In previous recessions the UK has been too slow and too modest in its response, which has had long-term negative consequences. For example, young people unemployed during the late seventies and early eighties earned up to 15 per cent less by the time they were 42 as a result of unemployment in their formative years.
More recently, the cohort who entered the labour market in the middle of the 2008-09 financial crisis continued to face higher unemployment, lower pay and worse job prospects up to a decade later. Yet, this crisis threatens to dwarf the recessions of the last 40 years in size and magnitude. So, what can be done to ensure the economic scarring for young people doesn’t happen again?
A civic army
Through the furlough schemes and other measures, the government has recognised that an unprecedented challenge requires an unprecedented response, but for the “corona generation” the government must go further.
I believe the answer lies in what Covid-19 has also revealed about our collective appetite to support each other and the communities around us. While I wouldn’t want to call it an opportunity or even a silver lining given the catastrophe, the renewed civic action inspired by the crisis is a real positive. Up and down the country people in extraordinary numbers are helping their local communities. And whether it is volunteering in local NHS hospitals, feeding the hungry, or delivering prescriptions to those self-isolating, students and young people have been at the heart of the national response.
To help overcome the unprecedented challenges faced by young people – and as a mark of gratitude for the support they have shown their local communities – we should support youth employment and educational opportunities by extending this renewed civic endeavour. To do so, the UPP Foundation, with the backing of a coalition of charities, recently published a short report setting out four ways in which this could happen.
Our central recommendation is the creation of what we term a Community Leadership Academy. The Academy – a £500m scheme – would fund coalitions of organisations, including universities but also charities, local government and social enterprises, to directly employ a “civic army” of up to 75,000 young people for six months, paying them a real living wage as well as providing the participants with skills, and support to progress into higher education at college or university should they wish to. The scheme would be available for disadvantaged young people who are unemployed on a full-time basis, or students from poorer backgrounds for up to ten hours a week – helping them get through their studies at a time when the part-time jobs market is likely to be decimated.
The intention is that such jobs would be wide ranging but would have a broad civic purpose – carrying out projects in local communities, such as supporting residents in care homes, mentoring school aged pupils, providing administrative tasks to local government and so forth. The participants would spend a period of time – perhaps as much as 20 per cent of the week, mirroring an apprenticeship – engaged in off the job training and support focused on building their skills and helping them, if they wish, to apply to or remain in higher education.
The role of education
Alongside this, schools and colleges should get funding to provide ongoing catch up support for young people continuing into 2021– above and beyond extra tutoring over the summer period this year, which we support. To make sure it’s targeted, this should be funded by increased Pupil Premium funding – with an extension of eligibility for disadvantaged post-16 students in schools and, crucially, FE colleges.
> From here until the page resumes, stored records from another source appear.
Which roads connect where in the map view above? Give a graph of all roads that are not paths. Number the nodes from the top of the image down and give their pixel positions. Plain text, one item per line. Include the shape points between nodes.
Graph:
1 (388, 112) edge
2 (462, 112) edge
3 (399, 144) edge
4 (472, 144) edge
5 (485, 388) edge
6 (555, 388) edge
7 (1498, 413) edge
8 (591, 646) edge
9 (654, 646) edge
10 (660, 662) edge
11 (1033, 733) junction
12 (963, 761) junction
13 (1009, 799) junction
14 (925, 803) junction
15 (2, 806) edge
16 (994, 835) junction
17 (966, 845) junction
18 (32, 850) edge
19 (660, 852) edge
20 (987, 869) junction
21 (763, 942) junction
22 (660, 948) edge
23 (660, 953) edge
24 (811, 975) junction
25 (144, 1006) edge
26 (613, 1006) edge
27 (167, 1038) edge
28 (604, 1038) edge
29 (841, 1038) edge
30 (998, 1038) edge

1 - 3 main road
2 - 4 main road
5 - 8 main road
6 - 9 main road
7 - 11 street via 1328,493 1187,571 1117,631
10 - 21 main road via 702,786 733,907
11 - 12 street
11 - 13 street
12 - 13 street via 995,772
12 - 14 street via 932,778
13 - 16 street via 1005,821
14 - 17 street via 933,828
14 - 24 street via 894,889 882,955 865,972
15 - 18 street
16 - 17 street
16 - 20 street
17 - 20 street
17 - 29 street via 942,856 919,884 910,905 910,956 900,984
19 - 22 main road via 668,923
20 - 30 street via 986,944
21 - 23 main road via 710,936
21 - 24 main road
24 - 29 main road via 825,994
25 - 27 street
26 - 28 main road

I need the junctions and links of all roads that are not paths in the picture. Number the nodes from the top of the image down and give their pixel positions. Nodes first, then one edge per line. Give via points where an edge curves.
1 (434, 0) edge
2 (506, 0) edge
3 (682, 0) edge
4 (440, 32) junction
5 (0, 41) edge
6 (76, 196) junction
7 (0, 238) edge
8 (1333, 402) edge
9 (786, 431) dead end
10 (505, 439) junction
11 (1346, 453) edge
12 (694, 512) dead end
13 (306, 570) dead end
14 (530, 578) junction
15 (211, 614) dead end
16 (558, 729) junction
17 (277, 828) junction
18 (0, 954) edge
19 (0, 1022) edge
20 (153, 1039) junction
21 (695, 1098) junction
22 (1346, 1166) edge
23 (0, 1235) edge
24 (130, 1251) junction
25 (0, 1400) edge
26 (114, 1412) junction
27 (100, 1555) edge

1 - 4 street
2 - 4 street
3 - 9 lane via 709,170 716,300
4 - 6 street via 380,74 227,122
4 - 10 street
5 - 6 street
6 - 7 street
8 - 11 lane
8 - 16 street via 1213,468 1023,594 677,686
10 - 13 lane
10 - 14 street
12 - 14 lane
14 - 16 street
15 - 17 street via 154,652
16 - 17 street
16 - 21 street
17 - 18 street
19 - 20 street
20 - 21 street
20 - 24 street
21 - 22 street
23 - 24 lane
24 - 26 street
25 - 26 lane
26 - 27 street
For universities, we put forward two priorities. First, the Department for Education should fund a relevant sector body to coordinate and design a Covid support programme that all universities and colleges are encouraged to offer. This will address academic disruption but also welfare issues from this September. Second, for those young people thinking about applying in 2021, universities will need to redouble their efforts to create all-encompassing virtual open days that show what going to university is really like.
Over the course of the last few weeks the whole country has gone above and beyond the call of duty to support the NHS, vulnerable individuals, and local communities. Let this be the starting point for a national programme to ensure young people do not face the long-term negative consequences of previous recessions. By providing a new safety net for young people to work in their local area, we can tackle the educational and employment challenges caused by Covid-19, while supporting local communities to get back on their feet.